The hectic week is awaiting the grand finale and the bottom line closure to end the long anticipation and the anxiety that controlled the market the entire week. Investors already priced the data and the slowing recovery of the US economy, which resulted in heavy movement across the FX market. Investors unwound their optimism and trust in the US economy and oppositely unwound the pessimism over the outlook for debt-laden Europe.
The dollar index is trading with sideways bias following yesterday extensive losses. The index opened today at 84.49 setting the high of 84.74 and the low at 84.46 and currently trading around 84.56.
The euro advanced on the back of the dollar’s softness and also on eased fears over the outlook as investors exhale their negativity with rather stronger than expected positioning for euro area banks. The pair ended yesterday below the 1.2560 resistance at the 38.2% correction for the downside wave which started from 1.3678 towards the trough at 1.1874 over daily basis. The pair is trading steadily biased sideways following yesterday’s surge and consolidating ahead of the nonfarm payrolls from the US. The pair is seemingly biased lower among the support area at 1.2495 and resistance at 1.2530 over four-hour basis. The pair so far set the high of 1.2532 and low of 1.2480.
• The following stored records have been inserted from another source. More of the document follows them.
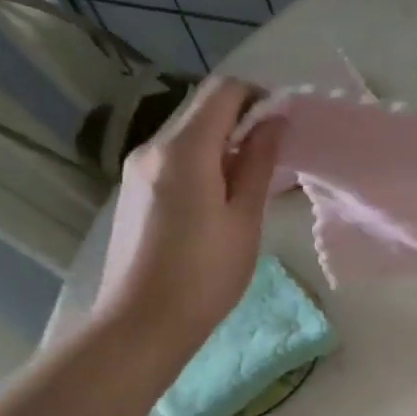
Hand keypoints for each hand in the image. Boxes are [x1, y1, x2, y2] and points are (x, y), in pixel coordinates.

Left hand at [91, 77, 282, 367]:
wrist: (141, 323)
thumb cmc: (205, 275)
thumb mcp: (245, 219)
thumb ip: (258, 163)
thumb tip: (274, 122)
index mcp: (184, 150)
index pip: (223, 92)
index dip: (258, 97)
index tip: (284, 125)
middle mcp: (153, 147)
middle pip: (201, 108)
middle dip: (241, 118)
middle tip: (273, 155)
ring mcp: (137, 168)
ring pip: (187, 133)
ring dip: (222, 141)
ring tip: (250, 181)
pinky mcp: (132, 189)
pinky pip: (173, 156)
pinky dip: (202, 160)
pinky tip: (219, 198)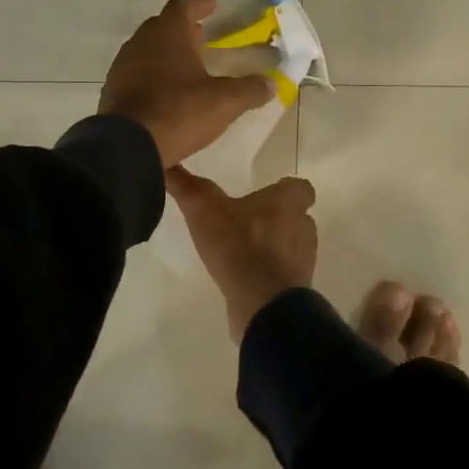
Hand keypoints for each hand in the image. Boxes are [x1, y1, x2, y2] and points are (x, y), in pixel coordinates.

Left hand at [100, 0, 272, 167]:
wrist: (127, 146)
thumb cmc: (178, 112)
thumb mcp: (223, 102)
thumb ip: (249, 90)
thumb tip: (271, 83)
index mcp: (168, 34)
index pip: (183, 6)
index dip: (199, 5)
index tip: (212, 5)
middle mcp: (141, 42)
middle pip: (163, 26)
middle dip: (184, 30)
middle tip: (202, 37)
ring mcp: (123, 66)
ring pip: (148, 50)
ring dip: (167, 53)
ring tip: (187, 66)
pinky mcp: (113, 91)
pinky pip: (137, 73)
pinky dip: (154, 74)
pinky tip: (166, 92)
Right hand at [165, 167, 317, 341]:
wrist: (263, 304)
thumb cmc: (240, 246)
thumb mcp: (204, 210)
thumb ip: (187, 186)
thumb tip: (165, 163)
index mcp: (289, 203)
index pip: (299, 188)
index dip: (284, 189)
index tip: (264, 193)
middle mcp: (303, 227)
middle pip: (296, 216)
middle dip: (275, 218)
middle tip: (245, 220)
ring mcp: (303, 261)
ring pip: (290, 246)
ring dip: (271, 246)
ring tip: (240, 250)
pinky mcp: (295, 289)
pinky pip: (282, 275)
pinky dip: (267, 273)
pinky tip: (243, 277)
As for sterling, the pound versus the dollar is still hovering around its highest in two months on the back of the dollar’s weakness. The pair is trading in a tight range ahead of the US infamous labor report. The GBPUSD pair opened at 1.5173 recording so far the highest of 1.5213 and low of 1.5148 and currently trading midrange around 1.5205.
The USDJPY fluctuated since this morning recording the peak at 88.20 and reversing lower towards 87.87, slightly off lows set at 87.75.